Merce, as Angelita Nicolas’ colleagues fondly call her, started her community involvement as a student at the Polytechnic University of the Philippines. As a student at the Ateneo de Manila University’s Social Development Office, her work involved talking to communities in the rural areas. At a very young age, she dealt with the grassroots by trying to help them achieve a solution to their problems. When she finished college she continued to work with the communities under the Philippine Business for Social Progress.

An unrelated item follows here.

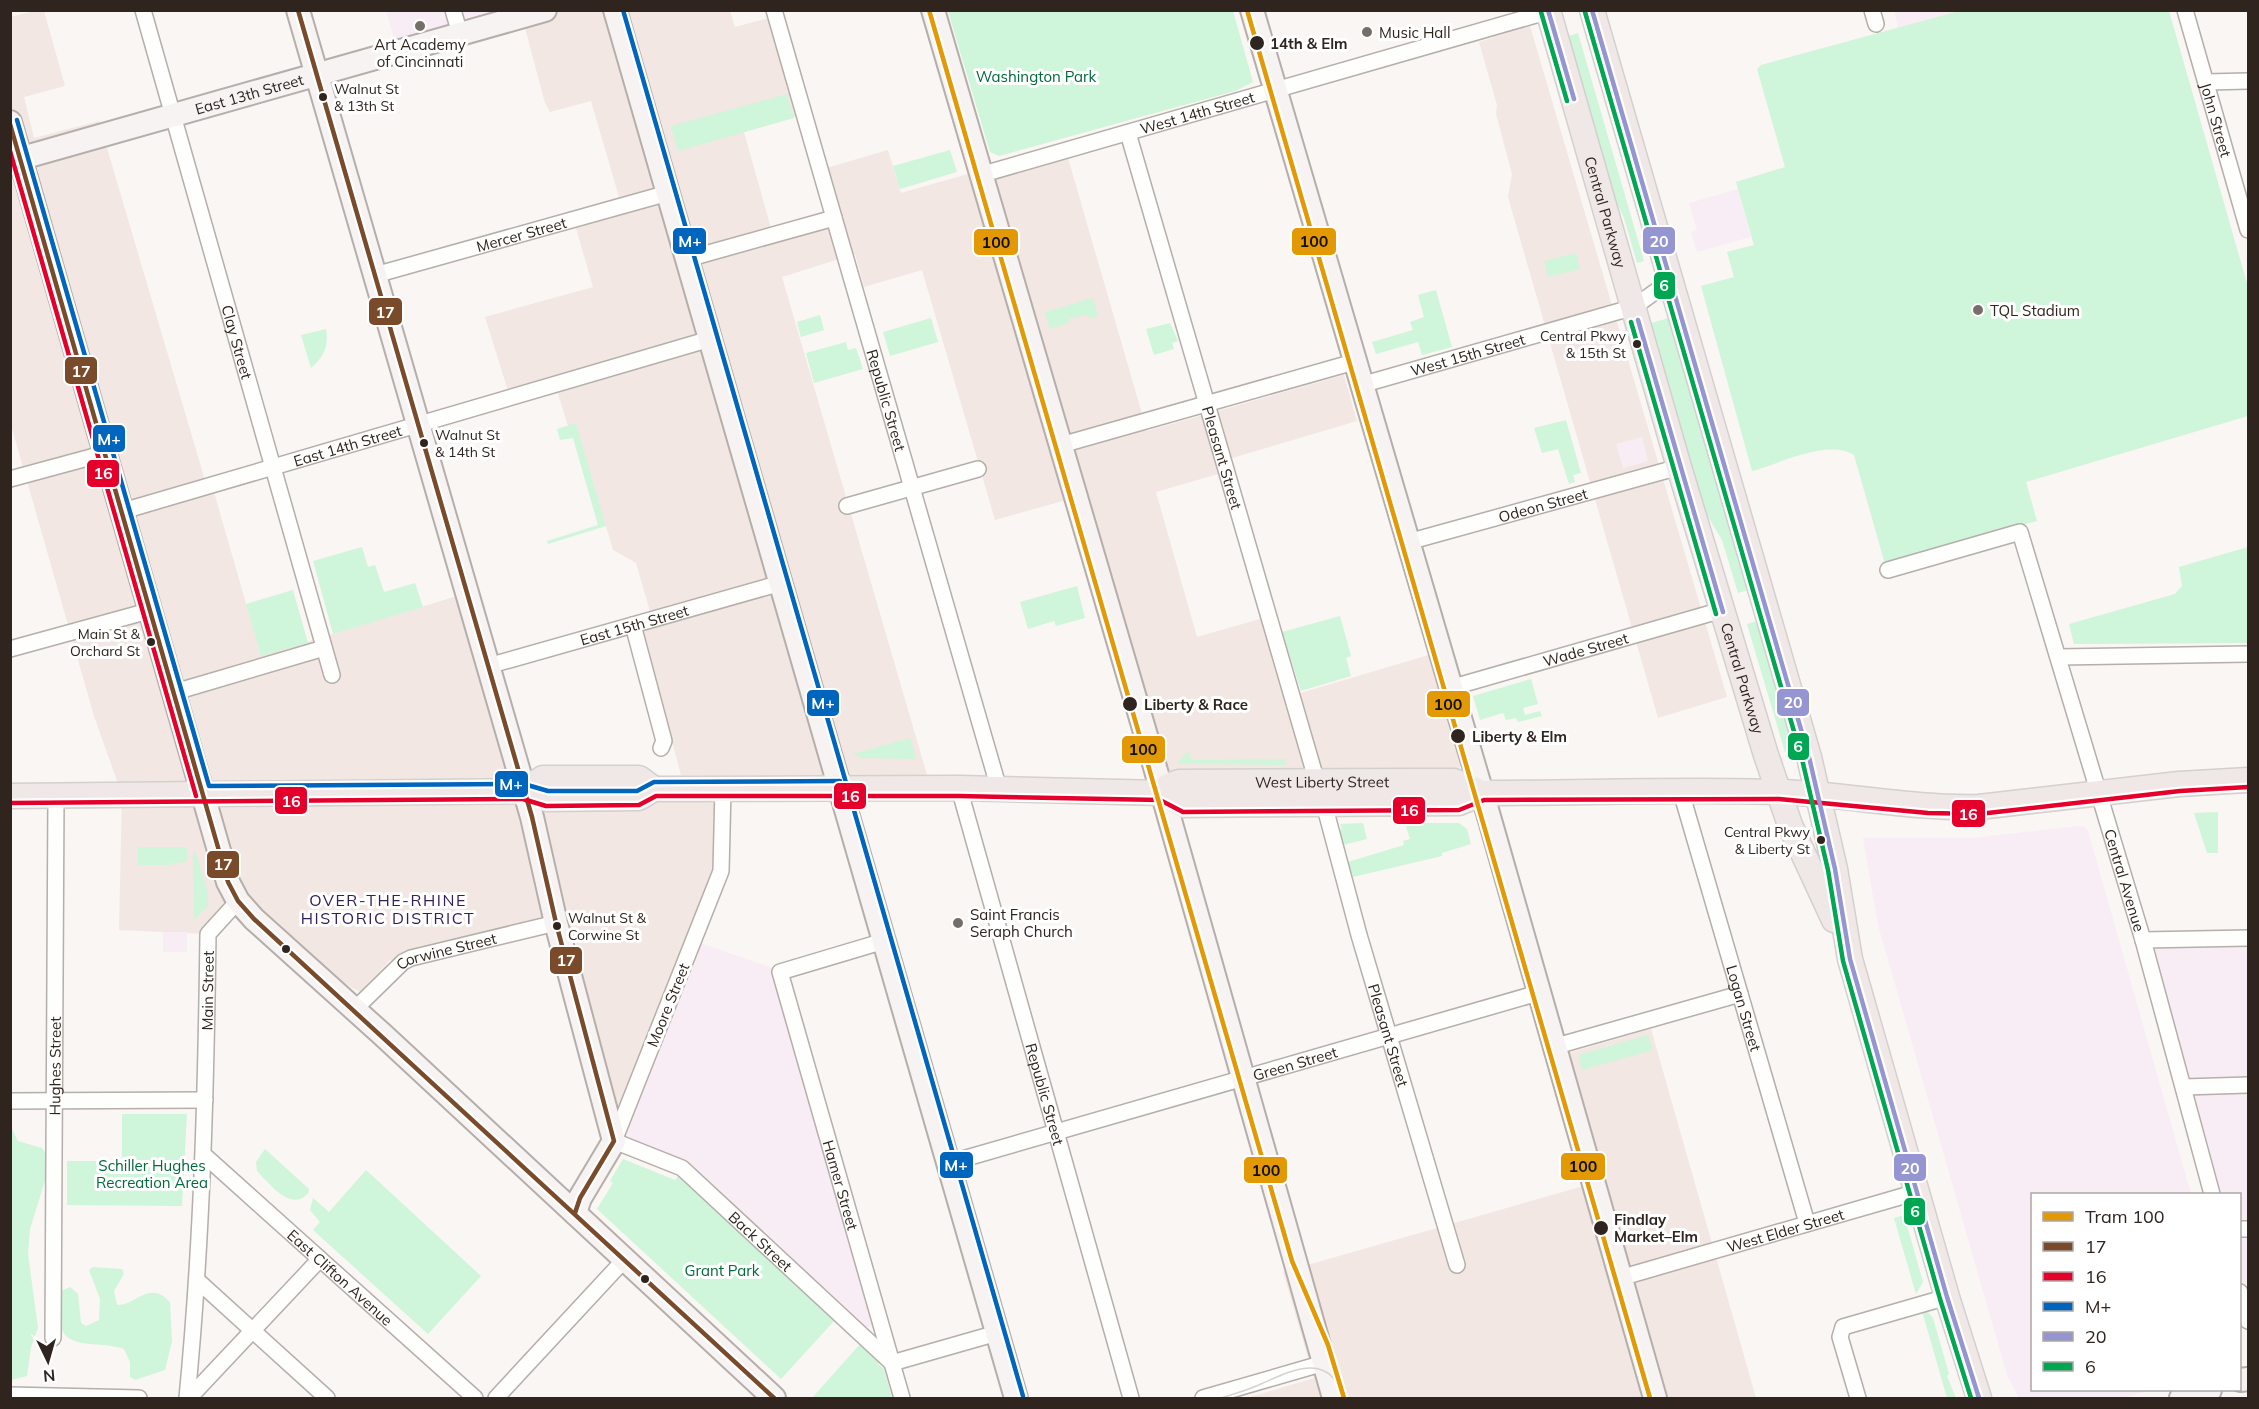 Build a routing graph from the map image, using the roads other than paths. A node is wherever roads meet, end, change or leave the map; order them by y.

Her stint with the rural communities was cut short when she joined the National Computer Center (NCC) as a Budget Examiner, then as the Head of Supplies Group, and finally as head of NCC’s Training Group.

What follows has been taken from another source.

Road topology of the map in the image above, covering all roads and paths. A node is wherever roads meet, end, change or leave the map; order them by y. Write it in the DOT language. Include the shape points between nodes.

After over twenty years with the NCC, Merce’s life changed when she was made ADOC (APEC Digital Opportunity Center) manager in 2005. Under her leadership, the project has expanded to cover thirteen centers, and has trained more than 3,500 women and girls in digital literacy through the Philippine Digital Literacy for Women Campaign (PDLWC).
In addition to being lead trainer for the PDLWC, Merce is also NCC’s Gender and Development focal person, which enables her to work intensively with both women and men. In 2011, her achievements, especially with the ADOC, did not go unnoticed and during one of the many conferences where she has represented ADOC and her country, it was announced that she was one of the 100 Outstanding Telecentre Women Managers.
However, life can be a rollercoaster. The excitement of being recognized as an Outstanding Telecentre Women Manager was short-lived. In December 2011, Merce lost her only child. She slowed down for a while.
But she perseveres, and today Merce is more focused than ever on what she does best – working with people in the underserved sector. She wants to see changes for women in information and communication technology (ICT). “I would like to advocate accessibility for all,” says Merce. “There is a clear disparity between men and women in rural areas compared to the cities.”
According to Merce, the ADOC Center, which is steadily being converted into a Community eCenter (the Philippine term for a telecentre), is a vehicle for change, for women to have ICT access. Women in underserved areas can be empowered through basic ICT training in Excel, Word, how to get connected, and how to make a business plan.
Merce sees herself as a catalyst for change. She has done a lot, but feels it is still not enough, that she could have done more had she started earlier with her advocacy. Her ultimate goal is to work with an international nongovernment organization, so that she can do more for her people. She takes pride in saying, especially as a presenter in international conferences, that the Philippines has done a lot for the underserved – in transforming the digital divide into digital opportunities.
As she goes home to her family after her day’s work, what comes into Merce’s mind is her advocacy – to transform lives through digital literacy for women. An advocacy to make her family proud.